Pinguïn had een boekje gevonden. De eigenaar zat nog steeds met zijn gat bevroren op de plek waar hij het had gevonden. Daar zat geen leven meer in. Pinguïn had ook een keer bevroren ergens vast gezeten. Dat is niet leuk. Dat wil je niet. Gelukkig had hij hulptroepen. De eigenaar van het boekje had dat niet. Hij schaamde zich vast en had niets gezegd. Het was geen goed plan in je eentje op pad te gaan. Zeker niet als je mens bent. Hoe bol je kop ook is. Dat wist Pinguïn. De eigenaar van het boekje wist dat niet dat was duidelijk.

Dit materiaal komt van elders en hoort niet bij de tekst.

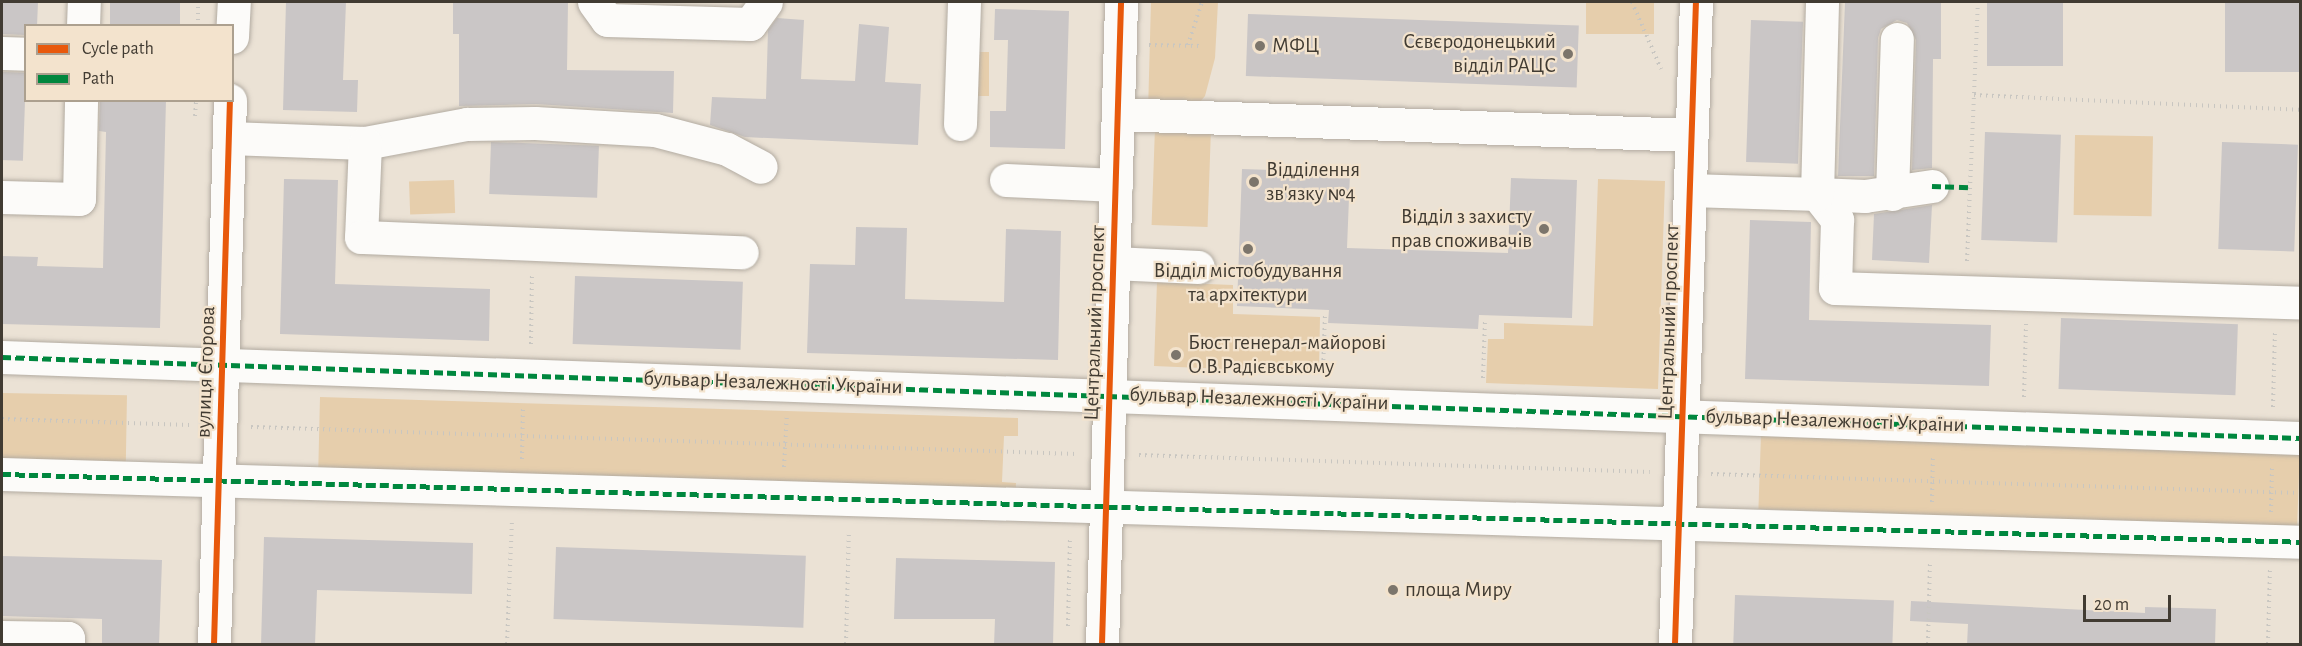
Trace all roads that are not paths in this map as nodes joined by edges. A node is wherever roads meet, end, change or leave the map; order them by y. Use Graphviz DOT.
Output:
graph roads {
  1 [pos="84,2"];
  2 [pos="234,2"];
  3 [pos="594,2"];
  4 [pos="766,2"];
  5 [pos="964,2"];
  6 [pos="1121,2"];
  7 [pos="1696,2"];
  8 [pos="1822,2"];
  9 [pos="83,24"];
  10 [pos="233,24"];
  11 [pos="1898,39"];
  12 [pos="2,53"];
  13 [pos="24,54"];
  14 [pos="81,102"];
  15 [pos="230,102"];
  16 [pos="1118,114"];
  17 [pos="960,124"];
  18 [pos="1691,135"];
  19 [pos="229,138"];
  20 [pos="365,143"];
  21 [pos="761,167"];
  22 [pos="1006,180"];
  23 [pos="1116,185"];
  24 [pos="1932,186"];
  25 [pos="1690,190"];
  26 [pos="1817,194"];
  27 [pos="1892,194"];
  28 [pos="2,197"];
  29 [pos="742,252"];
  30 [pos="1113,263"];
  31 [pos="1198,267"];
  32 [pos="2301,303"];
  33 [pos="2,357"];
  34 [pos="222,364"];
  35 [pos="1110,393"];
  36 [pos="1682,415"];
  37 [pos="2301,438"];
  38 [pos="2,474"];
  39 [pos="219,480"];
  40 [pos="1106,507"];
  41 [pos="1679,523"];
  42 [pos="2286,541"];
  43 [pos="2,637"];
  44 [pos="68,645"];
  45 [pos="214,645"];
  46 [pos="1102,645"];
  47 [pos="1675,645"];
  1 -- 9 [label="street"];
  2 -- 10 [label="street"];
  3 -- 4 [label="street"];
  5 -- 17 [label="street"];
  6 -- 16 [label="street, Центральний проспект"];
  7 -- 18 [label="street, Центральний проспект"];
  8 -- 26 [label="street"];
  11 -- 27 [label="street"];
  12 -- 13 [label="street"];
  14 -- 28 [label="street"];
  15 -- 19 [label="street, вулиця Єгорова"];
  16 -- 18 [label="street"];
  16 -- 23 [label="street, Центральний проспект"];
  18 -- 25 [label="street, Центральний проспект"];
  19 -- 20 [label="street"];
  19 -- 34 [label="street, вулиця Єгорова"];
  20 -- 21 [label="street"];
  20 -- 29 [label="street"];
  22 -- 23 [label="street"];
  23 -- 30 [label="street, Центральний проспект"];
  24 -- 27 [label="street"];
  25 -- 26 [label="street"];
  25 -- 36 [label="street, Центральний проспект"];
  26 -- 27 [label="street"];
  26 -- 32 [label="street"];
  30 -- 31 [label="street"];
  30 -- 35 [label="street, Центральний проспект"];
  33 -- 34 [label="street, бульвар Незалежності України"];
  34 -- 35 [label="street, бульвар Незалежності України"];
  34 -- 39 [label="street, вулиця Єгорова"];
  35 -- 36 [label="street, бульвар Незалежності України"];
  35 -- 40 [label="street, Центральний проспект"];
  36 -- 37 [label="street, бульвар Незалежності України"];
  36 -- 41 [label="street, Центральний проспект"];
  38 -- 39 [label="street"];
  39 -- 40 [label="street"];
  39 -- 45 [label="street, вулиця Єгорова"];
  40 -- 41 [label="street"];
  40 -- 46 [label="street, Центральний проспект"];
  41 -- 42 [label="street"];
  41 -- 47 [label="street, Центральний проспект"];
  43 -- 44 [label="street"];
}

Het boekje van dit mens stond vol met verhalen en vragen. Er stonden observaties in over verschillende dieren. Hij had er ook een gevonden over Pinguïn zelf. “Pinguïns, Noordpool, samen, nee.”, stond er. “Wat zou hij toch bedoeld hebben?”, dacht hij. Het was iets om verder over na te denken. Maar Pinguïn vond dat moeilijk. Hij had niet zo’n bolle kop. Hij was ook niet als Walvis. Hij kon wel meer dan een vraag in zijn hoofd kwijt. Dat was geen punt. Maar dit was wel een beetje grote vraag.
De sneeuwpop was klaar. “Net als de eigenaar van het boekje op het ijs.”, dacht hij. “Sprekend! Met een mooie bolle kop.”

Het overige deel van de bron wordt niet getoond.